As regards the potential separation of its Orthopaedics franchise into a standalone orthopedics-focused company, called DePuy Synthes, J&J expects a transaction by mid-2027.
Full-year 2025 sales rose 6.0% to $94.2 billion, beating the Zacks Consensus Estimate of $93.73 billion. Sales were slightly ahead of the guidance range of $93.5 billion-$93.9 billion.
Adjusted earnings for 2025 were $10.79 per share, up 8.1% year over year. Earnings missed the Zacks Consensus Estimate of $10.83 per share. Earnings also slightly fell short of the guidance range of $10.80-$10.90 per share.
J&J expects sales in the range of $100.0 billion-$101.0 billion in 2026. The sales projection indicates growth in the range of 6.2%-7.2%. Operational sales growth is expected in the range of 5.7%-6.7%. In 2026, revenues are expected to benefit as the year includes a 53rd week.
Adjusted operational sales (excluding currency impact, acquisitions/divestitures) growth is expected in the range of 5.4%-6.4%.
J&J expects fairly consistent operational sales growth throughout the year with a higher fourth quarter due to the benefit from the 53rd week.
Adjusted earnings per share are expected to be in the range of $11.43-$11.63. On an operational, constant-currency basis, adjusted earnings per share are expected to increase in the range of 5.9%-7.9%.
J&J expects higher earnings per share growth in the second half of the year versus the first half.
Adjusted pretax operating margin is expected to improve by approximately 50 basis points due to MedTech tariff costs and also costs related to the drug pricing deal with the U.S. government.
In 2026, J&J expects MedTech tariff costs of approximately $500 million, which is significantly above the 2025 amount.
The company now projects net interest expense to be between $300 million and $400 million. Adjusted tax rate is expected to be approximately 17.5% to 18.5%.
J&J expects accelerated growth in both the Innovative Medicine and MedTech segments in 2026.
In 2026, J&J expects accelerated growth in the Innovative Medicine segment despite the loss of exclusivity of Stelara. The growth is expected to be driven by its key products, such as Darzalex, Tremfya, Spravato, Carvykti and Erleada as well as new launches like Rybrevant plus Lazcluze in non-small cell lung cancer and Caplyta in MDD.

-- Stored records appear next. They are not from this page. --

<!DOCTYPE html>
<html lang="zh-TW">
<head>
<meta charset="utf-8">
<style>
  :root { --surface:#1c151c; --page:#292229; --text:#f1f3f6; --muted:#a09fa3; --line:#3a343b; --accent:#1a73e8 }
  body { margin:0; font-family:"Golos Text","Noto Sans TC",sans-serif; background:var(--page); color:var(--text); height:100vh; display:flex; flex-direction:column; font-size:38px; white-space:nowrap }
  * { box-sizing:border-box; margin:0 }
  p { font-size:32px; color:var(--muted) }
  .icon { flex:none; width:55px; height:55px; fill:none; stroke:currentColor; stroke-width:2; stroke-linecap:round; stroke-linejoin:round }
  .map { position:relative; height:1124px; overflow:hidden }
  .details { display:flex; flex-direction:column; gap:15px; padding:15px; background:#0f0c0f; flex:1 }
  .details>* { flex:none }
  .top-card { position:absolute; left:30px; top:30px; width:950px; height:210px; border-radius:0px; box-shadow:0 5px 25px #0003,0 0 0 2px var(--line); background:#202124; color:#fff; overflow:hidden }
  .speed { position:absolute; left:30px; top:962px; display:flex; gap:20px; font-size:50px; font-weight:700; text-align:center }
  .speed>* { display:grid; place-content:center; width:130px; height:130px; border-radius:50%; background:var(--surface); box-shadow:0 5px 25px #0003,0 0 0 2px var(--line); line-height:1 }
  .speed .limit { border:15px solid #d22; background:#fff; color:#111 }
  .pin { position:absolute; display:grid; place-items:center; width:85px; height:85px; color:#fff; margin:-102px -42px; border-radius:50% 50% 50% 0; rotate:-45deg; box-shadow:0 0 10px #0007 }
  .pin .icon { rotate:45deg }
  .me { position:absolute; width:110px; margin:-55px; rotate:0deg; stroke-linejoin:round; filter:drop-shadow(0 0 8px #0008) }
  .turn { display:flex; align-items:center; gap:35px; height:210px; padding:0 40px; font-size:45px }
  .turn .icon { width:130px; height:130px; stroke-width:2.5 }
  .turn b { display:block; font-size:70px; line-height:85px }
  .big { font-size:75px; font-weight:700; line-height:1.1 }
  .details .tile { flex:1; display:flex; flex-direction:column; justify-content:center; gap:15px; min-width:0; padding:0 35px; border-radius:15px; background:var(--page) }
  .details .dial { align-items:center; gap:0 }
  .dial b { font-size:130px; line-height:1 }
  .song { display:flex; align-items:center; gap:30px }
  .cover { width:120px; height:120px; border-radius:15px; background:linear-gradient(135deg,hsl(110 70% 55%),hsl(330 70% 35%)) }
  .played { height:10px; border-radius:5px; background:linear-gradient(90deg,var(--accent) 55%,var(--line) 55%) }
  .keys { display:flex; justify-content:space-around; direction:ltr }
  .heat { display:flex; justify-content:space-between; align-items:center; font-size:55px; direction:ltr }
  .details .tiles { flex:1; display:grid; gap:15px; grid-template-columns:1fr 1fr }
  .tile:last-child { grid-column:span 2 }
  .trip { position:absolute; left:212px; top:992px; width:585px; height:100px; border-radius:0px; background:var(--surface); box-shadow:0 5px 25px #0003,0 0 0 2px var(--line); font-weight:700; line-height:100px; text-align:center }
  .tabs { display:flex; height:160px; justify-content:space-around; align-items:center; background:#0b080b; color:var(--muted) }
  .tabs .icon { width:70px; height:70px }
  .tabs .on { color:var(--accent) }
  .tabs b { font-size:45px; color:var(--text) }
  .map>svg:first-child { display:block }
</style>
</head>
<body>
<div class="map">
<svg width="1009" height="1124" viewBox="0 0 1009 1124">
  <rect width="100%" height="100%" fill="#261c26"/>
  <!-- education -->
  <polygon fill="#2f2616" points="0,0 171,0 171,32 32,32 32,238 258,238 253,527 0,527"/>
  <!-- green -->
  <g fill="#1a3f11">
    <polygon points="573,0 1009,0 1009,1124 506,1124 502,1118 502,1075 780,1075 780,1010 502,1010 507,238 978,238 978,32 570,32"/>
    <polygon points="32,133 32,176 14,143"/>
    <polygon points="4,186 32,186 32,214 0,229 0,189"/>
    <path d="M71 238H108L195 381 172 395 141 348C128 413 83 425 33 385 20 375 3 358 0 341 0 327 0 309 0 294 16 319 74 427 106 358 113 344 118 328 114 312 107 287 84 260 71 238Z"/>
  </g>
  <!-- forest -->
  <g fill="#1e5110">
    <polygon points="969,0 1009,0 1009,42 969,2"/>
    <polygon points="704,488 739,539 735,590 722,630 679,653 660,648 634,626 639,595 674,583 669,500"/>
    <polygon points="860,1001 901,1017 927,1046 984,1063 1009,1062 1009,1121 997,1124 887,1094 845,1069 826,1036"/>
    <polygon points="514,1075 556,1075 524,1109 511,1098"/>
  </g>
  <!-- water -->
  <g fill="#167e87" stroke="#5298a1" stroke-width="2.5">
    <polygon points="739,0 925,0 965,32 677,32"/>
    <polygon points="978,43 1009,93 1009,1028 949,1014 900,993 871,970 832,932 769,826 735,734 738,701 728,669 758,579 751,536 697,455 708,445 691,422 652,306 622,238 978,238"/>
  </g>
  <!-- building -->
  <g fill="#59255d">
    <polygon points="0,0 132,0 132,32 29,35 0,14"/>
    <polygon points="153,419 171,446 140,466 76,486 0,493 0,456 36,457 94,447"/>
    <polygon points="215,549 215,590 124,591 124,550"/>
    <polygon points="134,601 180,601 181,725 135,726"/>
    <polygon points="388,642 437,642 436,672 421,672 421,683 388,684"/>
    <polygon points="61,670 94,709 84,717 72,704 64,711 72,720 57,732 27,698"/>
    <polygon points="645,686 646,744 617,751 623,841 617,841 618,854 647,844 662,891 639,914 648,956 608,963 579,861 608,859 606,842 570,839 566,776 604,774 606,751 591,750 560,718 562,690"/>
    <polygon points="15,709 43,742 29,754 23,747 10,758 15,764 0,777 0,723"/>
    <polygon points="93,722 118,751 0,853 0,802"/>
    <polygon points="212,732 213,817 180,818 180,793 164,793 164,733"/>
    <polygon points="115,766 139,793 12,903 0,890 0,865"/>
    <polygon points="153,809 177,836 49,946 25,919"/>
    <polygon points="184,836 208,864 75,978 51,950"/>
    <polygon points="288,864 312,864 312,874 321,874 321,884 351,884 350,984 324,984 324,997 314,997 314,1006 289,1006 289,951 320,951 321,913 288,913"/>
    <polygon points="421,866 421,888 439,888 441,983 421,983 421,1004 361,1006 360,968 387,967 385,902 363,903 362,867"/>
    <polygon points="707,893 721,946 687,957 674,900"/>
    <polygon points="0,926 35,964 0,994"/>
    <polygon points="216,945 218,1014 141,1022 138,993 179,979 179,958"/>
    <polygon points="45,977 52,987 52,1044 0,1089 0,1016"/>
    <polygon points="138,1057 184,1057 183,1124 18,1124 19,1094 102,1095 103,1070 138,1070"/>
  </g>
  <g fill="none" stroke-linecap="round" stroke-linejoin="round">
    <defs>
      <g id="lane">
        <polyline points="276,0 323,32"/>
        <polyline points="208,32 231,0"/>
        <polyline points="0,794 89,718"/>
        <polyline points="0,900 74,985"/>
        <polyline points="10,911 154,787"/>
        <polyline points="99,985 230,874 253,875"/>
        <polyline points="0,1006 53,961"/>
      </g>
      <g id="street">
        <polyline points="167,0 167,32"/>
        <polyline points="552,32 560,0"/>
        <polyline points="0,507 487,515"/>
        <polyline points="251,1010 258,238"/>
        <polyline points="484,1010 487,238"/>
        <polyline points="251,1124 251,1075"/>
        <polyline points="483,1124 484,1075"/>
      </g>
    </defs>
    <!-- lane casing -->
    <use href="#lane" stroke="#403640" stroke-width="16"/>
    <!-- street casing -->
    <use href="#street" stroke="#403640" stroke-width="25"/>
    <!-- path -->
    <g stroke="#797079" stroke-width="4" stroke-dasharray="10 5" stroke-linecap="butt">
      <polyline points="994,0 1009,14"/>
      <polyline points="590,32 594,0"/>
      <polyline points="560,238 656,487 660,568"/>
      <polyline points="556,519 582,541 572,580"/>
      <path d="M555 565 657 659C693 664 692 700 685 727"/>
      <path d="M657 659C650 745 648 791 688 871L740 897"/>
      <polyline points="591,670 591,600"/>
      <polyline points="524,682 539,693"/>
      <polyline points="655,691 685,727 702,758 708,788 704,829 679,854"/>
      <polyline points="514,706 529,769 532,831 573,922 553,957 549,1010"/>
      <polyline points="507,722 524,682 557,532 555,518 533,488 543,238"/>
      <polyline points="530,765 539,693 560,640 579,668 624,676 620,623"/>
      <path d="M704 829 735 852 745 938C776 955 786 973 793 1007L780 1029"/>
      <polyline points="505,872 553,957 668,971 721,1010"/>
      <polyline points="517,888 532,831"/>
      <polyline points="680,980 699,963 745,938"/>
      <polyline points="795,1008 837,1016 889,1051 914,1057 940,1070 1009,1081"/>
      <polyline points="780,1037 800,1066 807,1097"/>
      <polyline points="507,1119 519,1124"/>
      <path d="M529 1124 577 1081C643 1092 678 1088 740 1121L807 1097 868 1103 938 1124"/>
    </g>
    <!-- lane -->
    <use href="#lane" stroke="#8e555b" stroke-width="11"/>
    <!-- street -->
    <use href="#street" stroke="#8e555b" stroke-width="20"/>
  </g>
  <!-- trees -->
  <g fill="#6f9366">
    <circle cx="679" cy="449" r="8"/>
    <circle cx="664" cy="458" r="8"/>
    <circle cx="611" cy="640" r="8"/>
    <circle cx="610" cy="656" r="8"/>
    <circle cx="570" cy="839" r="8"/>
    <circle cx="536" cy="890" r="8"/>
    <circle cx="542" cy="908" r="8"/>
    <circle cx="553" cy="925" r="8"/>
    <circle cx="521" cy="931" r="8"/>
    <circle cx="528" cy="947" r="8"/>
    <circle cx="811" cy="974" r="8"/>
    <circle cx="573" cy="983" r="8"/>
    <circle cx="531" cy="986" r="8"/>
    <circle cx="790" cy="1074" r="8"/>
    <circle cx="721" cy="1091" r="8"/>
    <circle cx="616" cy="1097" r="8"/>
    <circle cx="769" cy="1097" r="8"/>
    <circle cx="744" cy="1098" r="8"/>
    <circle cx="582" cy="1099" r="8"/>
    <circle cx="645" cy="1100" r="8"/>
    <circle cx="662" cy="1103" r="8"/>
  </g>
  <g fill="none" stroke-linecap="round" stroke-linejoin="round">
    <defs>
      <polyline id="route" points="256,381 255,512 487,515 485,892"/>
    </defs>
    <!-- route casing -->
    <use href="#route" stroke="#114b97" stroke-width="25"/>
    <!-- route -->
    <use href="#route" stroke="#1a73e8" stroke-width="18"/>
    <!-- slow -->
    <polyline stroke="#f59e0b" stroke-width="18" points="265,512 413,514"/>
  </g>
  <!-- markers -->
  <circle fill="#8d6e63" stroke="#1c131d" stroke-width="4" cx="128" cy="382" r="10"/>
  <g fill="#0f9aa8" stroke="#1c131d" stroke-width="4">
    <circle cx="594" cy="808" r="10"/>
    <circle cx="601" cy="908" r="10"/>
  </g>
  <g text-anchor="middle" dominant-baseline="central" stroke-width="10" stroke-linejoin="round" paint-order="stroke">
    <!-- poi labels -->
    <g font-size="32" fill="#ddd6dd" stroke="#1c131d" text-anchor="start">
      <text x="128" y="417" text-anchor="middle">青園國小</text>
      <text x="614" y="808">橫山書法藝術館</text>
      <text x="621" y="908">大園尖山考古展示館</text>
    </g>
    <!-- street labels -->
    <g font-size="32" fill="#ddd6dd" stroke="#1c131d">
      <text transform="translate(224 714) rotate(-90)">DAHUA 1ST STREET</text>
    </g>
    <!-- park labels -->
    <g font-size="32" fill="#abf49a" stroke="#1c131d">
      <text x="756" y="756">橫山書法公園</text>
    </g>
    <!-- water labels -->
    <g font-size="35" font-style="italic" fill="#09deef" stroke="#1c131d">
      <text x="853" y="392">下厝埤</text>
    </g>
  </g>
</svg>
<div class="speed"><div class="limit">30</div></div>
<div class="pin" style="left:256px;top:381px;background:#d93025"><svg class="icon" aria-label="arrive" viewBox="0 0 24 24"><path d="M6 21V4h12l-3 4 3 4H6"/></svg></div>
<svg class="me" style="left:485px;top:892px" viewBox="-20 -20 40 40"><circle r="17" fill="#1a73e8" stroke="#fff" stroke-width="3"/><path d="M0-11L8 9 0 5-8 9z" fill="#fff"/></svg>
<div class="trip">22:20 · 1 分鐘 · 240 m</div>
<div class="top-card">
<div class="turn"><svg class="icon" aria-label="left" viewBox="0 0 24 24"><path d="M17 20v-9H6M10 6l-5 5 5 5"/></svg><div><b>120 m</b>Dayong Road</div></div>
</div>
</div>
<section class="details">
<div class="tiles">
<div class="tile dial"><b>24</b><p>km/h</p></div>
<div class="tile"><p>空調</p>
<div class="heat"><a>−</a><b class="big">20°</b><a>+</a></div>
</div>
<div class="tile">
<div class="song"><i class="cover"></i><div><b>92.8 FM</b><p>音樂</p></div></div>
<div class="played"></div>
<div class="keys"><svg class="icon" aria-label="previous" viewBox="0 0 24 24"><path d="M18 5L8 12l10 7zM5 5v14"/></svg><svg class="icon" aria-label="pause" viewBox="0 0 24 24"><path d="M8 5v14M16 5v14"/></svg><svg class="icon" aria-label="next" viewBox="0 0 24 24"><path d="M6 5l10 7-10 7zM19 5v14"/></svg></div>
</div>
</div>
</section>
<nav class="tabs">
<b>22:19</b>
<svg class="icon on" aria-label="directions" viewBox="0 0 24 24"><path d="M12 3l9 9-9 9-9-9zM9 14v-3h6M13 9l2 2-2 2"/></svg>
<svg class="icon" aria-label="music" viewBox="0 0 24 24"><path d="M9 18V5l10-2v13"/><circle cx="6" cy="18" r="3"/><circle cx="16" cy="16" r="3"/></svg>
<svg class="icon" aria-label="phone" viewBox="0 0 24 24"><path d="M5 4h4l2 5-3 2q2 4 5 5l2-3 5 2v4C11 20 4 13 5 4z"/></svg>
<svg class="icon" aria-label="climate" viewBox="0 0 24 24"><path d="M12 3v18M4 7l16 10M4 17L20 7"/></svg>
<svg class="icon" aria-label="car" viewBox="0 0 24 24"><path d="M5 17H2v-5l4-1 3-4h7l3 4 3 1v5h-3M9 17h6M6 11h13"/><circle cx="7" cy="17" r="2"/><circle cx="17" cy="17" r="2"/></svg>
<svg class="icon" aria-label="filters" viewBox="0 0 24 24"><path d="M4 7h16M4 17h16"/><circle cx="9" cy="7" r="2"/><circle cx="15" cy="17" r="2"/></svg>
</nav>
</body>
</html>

J&J expects a more pronounced impact from new products in 2026 than 2025. Other than Stelara LOE impact, J&J expects generic impact for both Simponi and Opsumit to begin in 2026.
In the MedTech segment, J&J expects better growth than 2025 levels, driven by increased adoption of newly launched products across Cardiovascular, Surgery and Vision portfolios. It also expects some additional rounds of VBP impact in China in 2026.
It turns out, fresh estimates have trended downward during the past month.
At this time, Johnson & Johnson has a subpar Growth Score of D, however its Momentum Score is doing a lot better with a B. Charting a somewhat similar path, the stock has a grade of C on the value side, putting it in the middle 20% for this investment strategy.
Overall, the stock has an aggregate VGM Score of C. If you aren't focused on one strategy, this score is the one you should be interested in.
Estimates have been broadly trending downward for the stock, and the magnitude of these revisions indicates a downward shift. Interestingly, Johnson & Johnson has a Zacks Rank #3 (Hold). We expect an in-line return from the stock in the next few months.